_Problem to work on_. What is needed is an exact reproduction of the lines in the records below, starting at the line with "Please list the" and ending at the line with "Trace all roads", both included, and nothing else; pictures stay out.

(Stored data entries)
........

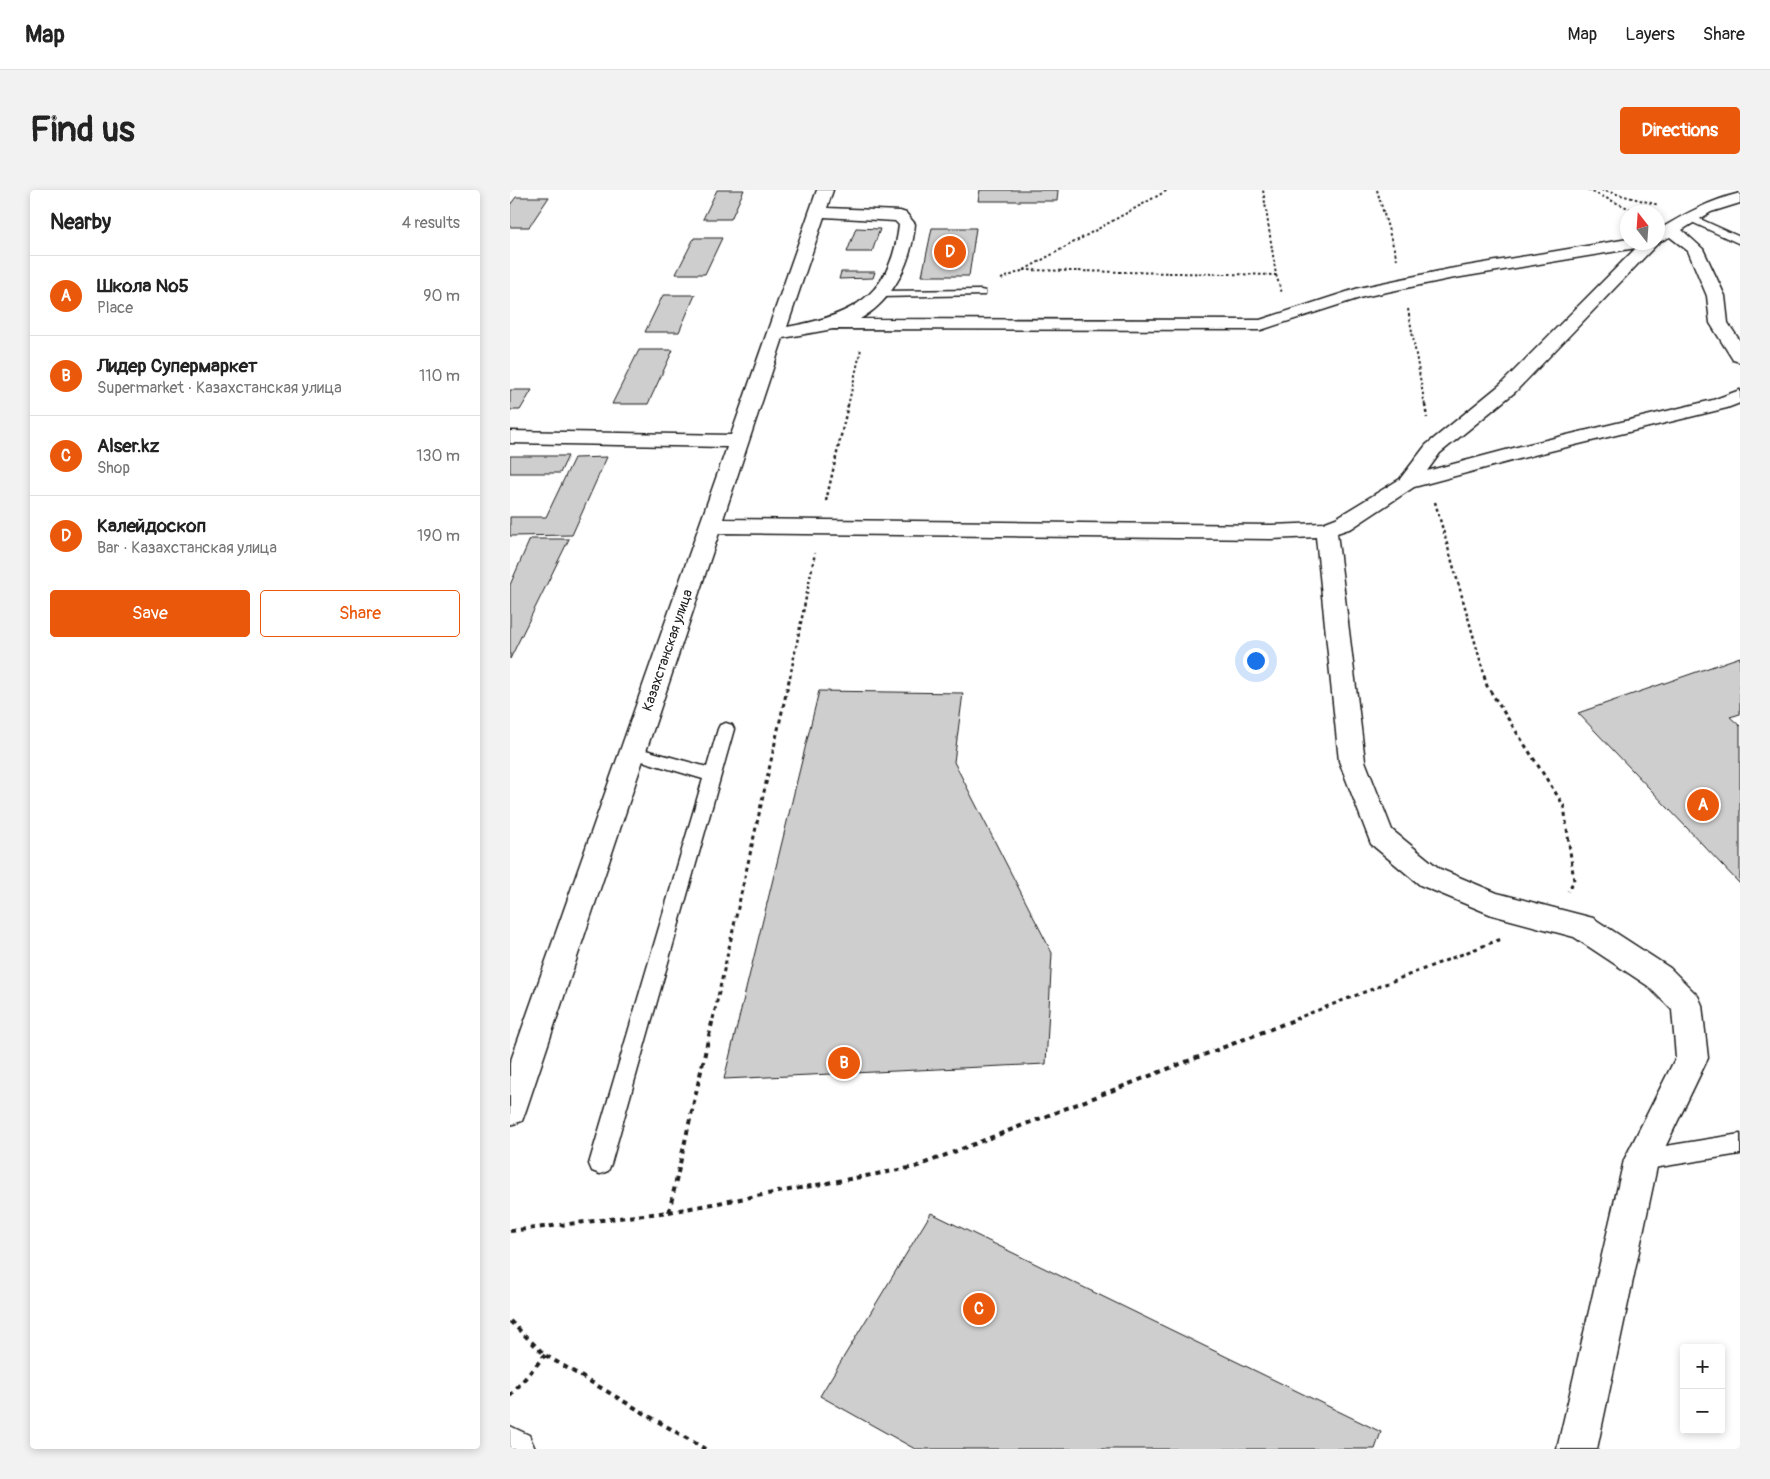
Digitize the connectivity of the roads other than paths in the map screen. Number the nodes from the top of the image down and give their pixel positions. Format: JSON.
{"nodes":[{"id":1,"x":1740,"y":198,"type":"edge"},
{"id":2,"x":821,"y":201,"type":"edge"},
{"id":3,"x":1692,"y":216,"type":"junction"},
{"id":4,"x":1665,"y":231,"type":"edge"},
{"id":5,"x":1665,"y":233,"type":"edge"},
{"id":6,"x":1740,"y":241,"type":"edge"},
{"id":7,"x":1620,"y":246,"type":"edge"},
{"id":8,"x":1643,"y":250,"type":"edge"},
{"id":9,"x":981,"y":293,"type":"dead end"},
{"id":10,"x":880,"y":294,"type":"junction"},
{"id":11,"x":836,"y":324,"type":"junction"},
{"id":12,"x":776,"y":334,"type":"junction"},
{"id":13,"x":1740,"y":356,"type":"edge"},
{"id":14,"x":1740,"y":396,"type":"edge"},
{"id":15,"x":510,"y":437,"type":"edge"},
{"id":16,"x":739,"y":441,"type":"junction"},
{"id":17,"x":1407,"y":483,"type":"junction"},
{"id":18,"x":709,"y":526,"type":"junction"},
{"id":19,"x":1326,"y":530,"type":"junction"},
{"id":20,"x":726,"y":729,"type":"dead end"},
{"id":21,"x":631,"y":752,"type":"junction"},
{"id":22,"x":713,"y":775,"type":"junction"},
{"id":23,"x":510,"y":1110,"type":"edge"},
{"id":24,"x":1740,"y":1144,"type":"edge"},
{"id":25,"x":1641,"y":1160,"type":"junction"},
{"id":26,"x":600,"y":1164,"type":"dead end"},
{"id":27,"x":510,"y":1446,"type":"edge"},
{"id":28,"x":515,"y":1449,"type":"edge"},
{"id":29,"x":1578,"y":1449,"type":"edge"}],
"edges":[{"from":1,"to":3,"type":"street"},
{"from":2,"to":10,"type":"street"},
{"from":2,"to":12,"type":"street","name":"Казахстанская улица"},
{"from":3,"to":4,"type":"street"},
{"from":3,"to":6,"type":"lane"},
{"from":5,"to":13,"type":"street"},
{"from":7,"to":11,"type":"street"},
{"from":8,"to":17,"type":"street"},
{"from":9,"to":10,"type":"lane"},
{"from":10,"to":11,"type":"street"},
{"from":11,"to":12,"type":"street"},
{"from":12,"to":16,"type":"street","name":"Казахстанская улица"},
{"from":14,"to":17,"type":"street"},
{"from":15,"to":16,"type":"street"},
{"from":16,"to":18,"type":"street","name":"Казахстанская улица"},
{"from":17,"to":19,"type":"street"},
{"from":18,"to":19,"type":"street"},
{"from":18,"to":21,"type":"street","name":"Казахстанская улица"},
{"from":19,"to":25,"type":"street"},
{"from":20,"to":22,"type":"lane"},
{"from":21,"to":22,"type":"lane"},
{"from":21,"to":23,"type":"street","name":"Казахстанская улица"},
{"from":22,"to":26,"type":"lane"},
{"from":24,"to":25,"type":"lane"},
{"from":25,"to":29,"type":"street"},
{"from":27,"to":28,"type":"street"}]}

........

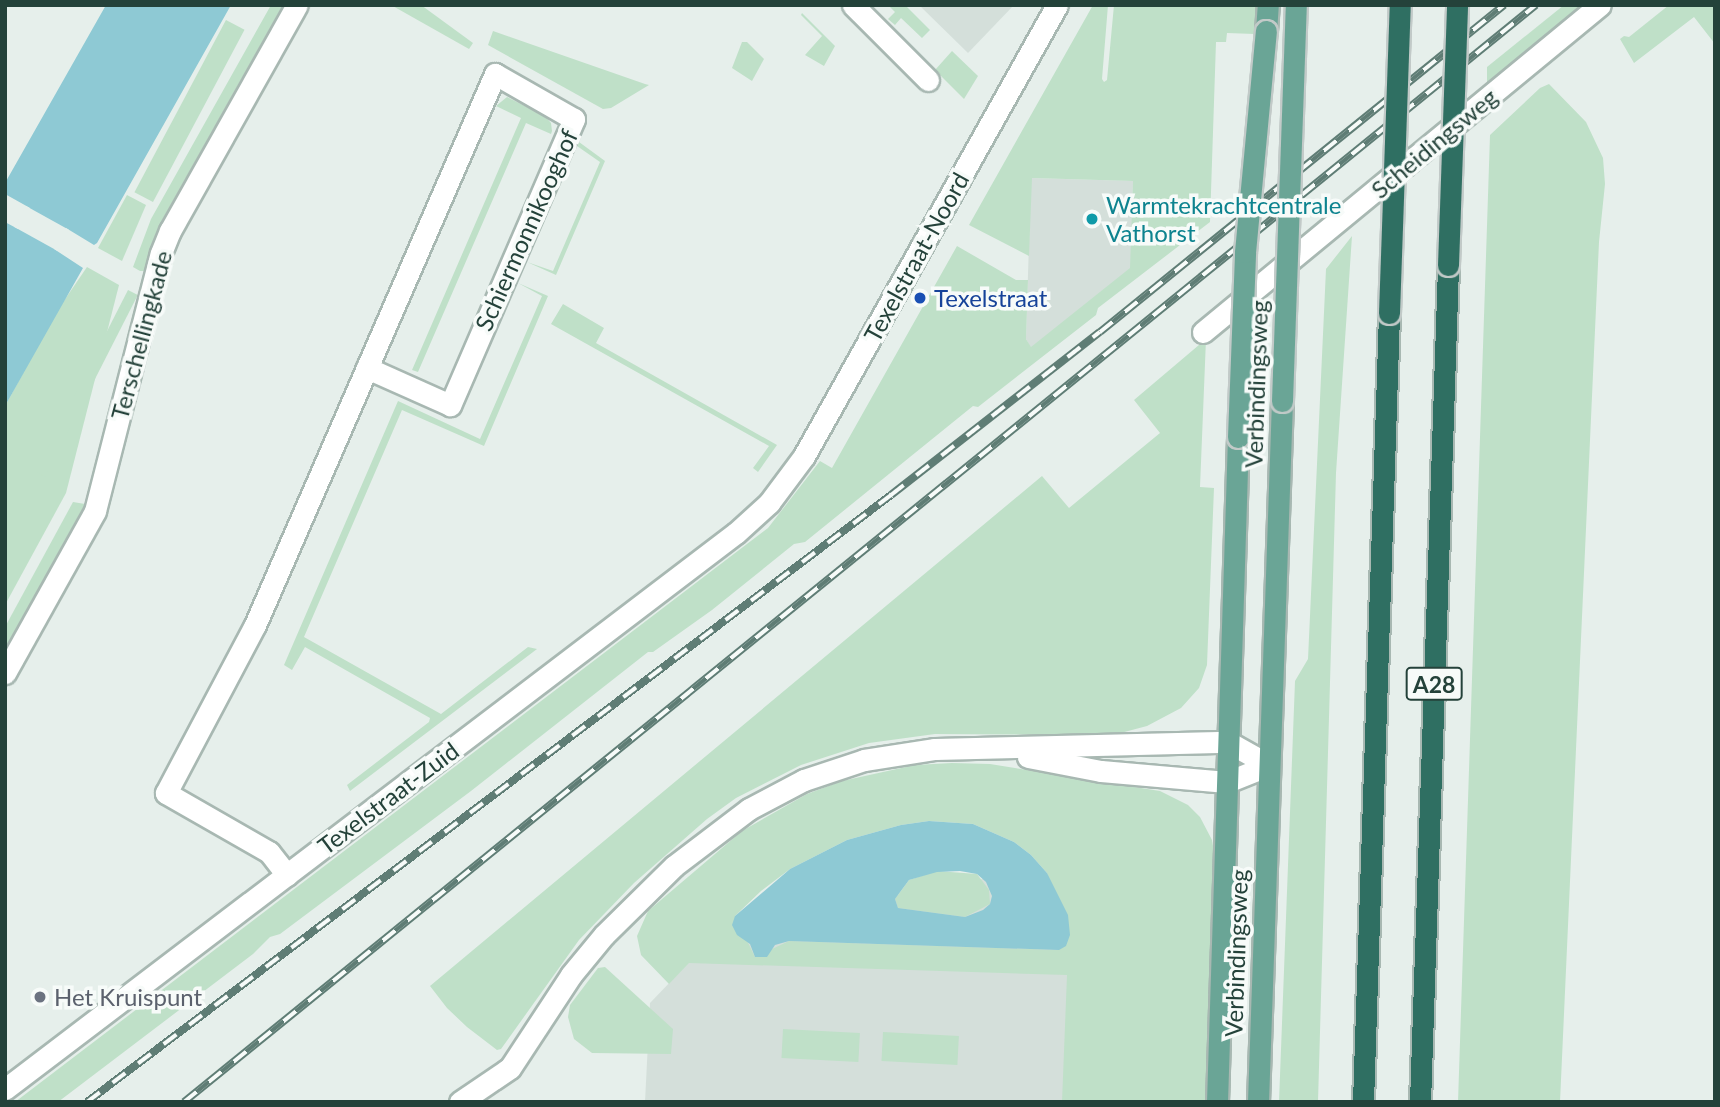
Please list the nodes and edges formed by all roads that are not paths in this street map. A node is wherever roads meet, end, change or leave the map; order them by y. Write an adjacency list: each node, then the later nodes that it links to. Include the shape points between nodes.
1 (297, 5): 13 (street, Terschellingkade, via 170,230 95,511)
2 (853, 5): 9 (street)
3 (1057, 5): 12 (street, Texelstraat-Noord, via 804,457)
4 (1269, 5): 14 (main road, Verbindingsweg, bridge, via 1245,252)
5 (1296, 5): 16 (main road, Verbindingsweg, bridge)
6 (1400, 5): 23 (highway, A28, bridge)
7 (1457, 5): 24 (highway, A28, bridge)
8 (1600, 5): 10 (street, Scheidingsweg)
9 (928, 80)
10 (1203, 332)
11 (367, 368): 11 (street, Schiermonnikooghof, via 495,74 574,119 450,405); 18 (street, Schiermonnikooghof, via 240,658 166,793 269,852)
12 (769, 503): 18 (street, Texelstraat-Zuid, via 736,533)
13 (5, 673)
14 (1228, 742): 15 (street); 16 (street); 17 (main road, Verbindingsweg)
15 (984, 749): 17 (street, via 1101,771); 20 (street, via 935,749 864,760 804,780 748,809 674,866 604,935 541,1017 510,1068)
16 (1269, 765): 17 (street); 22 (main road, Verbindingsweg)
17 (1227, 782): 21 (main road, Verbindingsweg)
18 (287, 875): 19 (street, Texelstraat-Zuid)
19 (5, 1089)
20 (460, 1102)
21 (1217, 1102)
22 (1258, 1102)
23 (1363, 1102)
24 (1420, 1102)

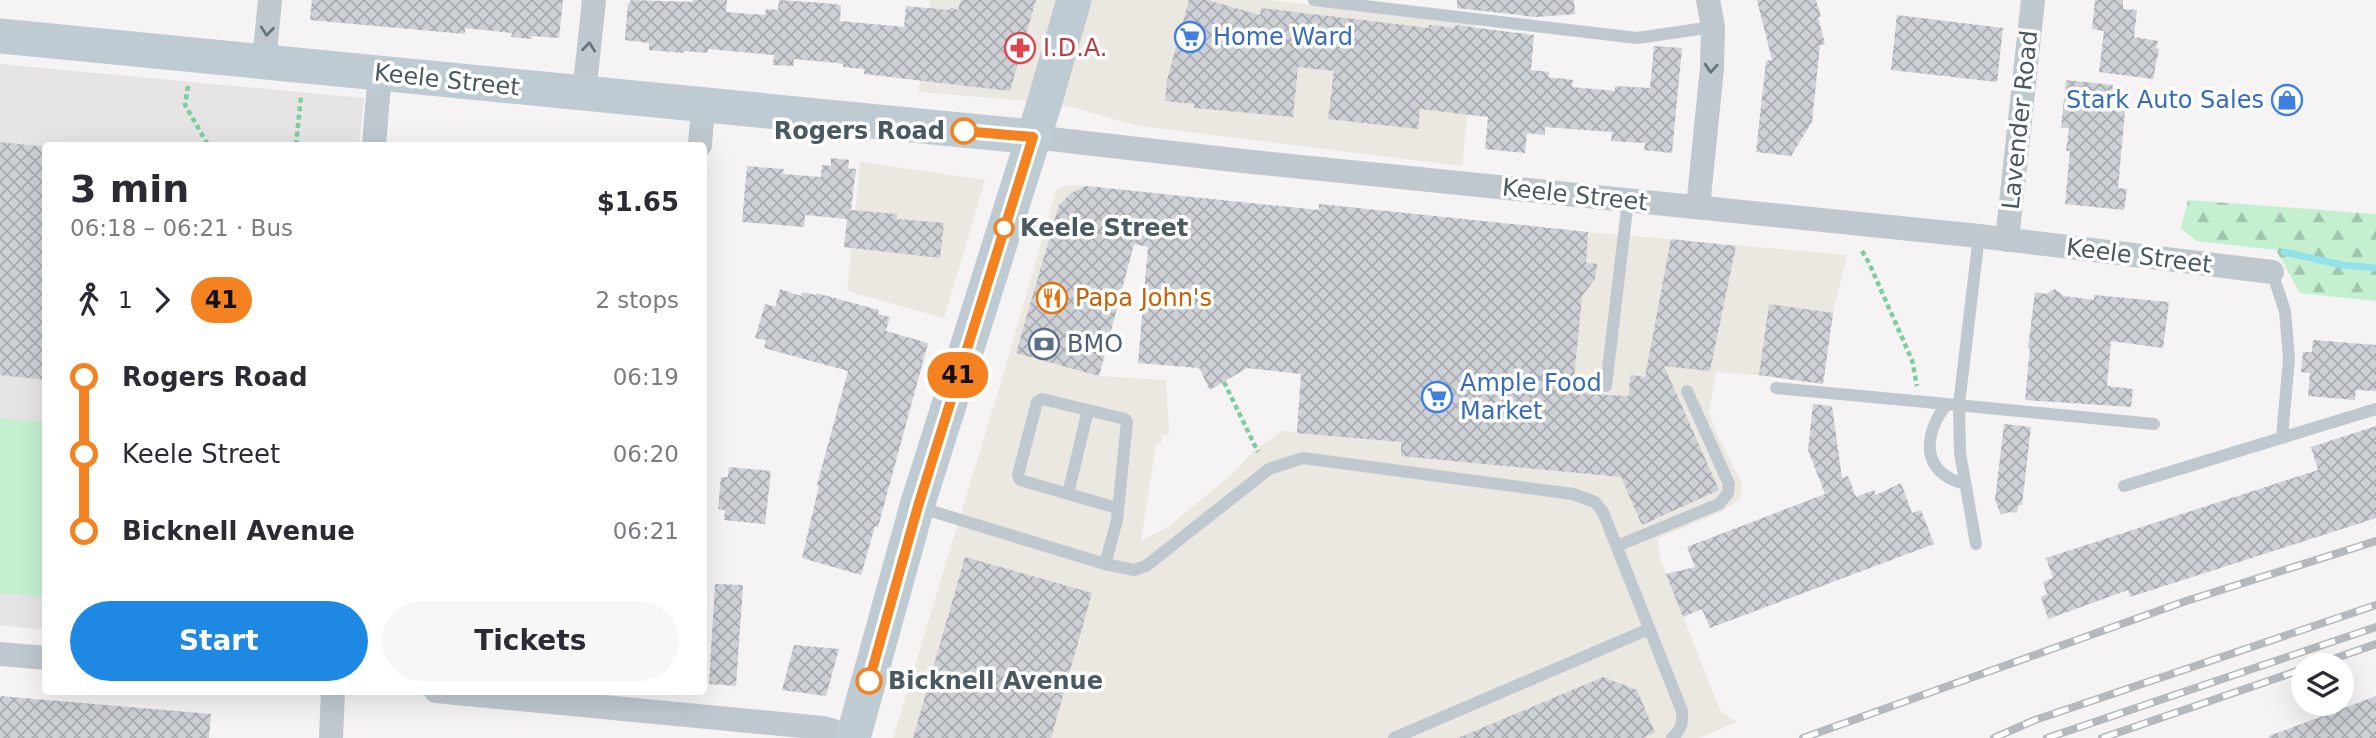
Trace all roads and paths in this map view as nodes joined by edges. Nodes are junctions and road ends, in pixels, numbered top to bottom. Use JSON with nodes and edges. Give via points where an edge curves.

........

_Exercise solution_.
Please list the nodes and edges formed by all roads that are not paths in this street map. A node is wherever roads meet, end, change or leave the map; order them by y. Write an adjacency list: each node, then the later nodes that it links to. Include the shape points between nodes.
1 (297, 5): 13 (street, Terschellingkade, via 170,230 95,511)
2 (853, 5): 9 (street)
3 (1057, 5): 12 (street, Texelstraat-Noord, via 804,457)
4 (1269, 5): 14 (main road, Verbindingsweg, bridge, via 1245,252)
5 (1296, 5): 16 (main road, Verbindingsweg, bridge)
6 (1400, 5): 23 (highway, A28, bridge)
7 (1457, 5): 24 (highway, A28, bridge)
8 (1600, 5): 10 (street, Scheidingsweg)
9 (928, 80)
10 (1203, 332)
11 (367, 368): 11 (street, Schiermonnikooghof, via 495,74 574,119 450,405); 18 (street, Schiermonnikooghof, via 240,658 166,793 269,852)
12 (769, 503): 18 (street, Texelstraat-Zuid, via 736,533)
13 (5, 673)
14 (1228, 742): 15 (street); 16 (street); 17 (main road, Verbindingsweg)
15 (984, 749): 17 (street, via 1101,771); 20 (street, via 935,749 864,760 804,780 748,809 674,866 604,935 541,1017 510,1068)
16 (1269, 765): 17 (street); 22 (main road, Verbindingsweg)
17 (1227, 782): 21 (main road, Verbindingsweg)
18 (287, 875): 19 (street, Texelstraat-Zuid)
19 (5, 1089)
20 (460, 1102)
21 (1217, 1102)
22 (1258, 1102)
23 (1363, 1102)
24 (1420, 1102)

Trace all roads and paths in this map view as nodes joined by edges. Nodes are junctions and road ends, in pixels, numbered top to bottom. Use JSON with nodes and edges. Give via points where an edge curves.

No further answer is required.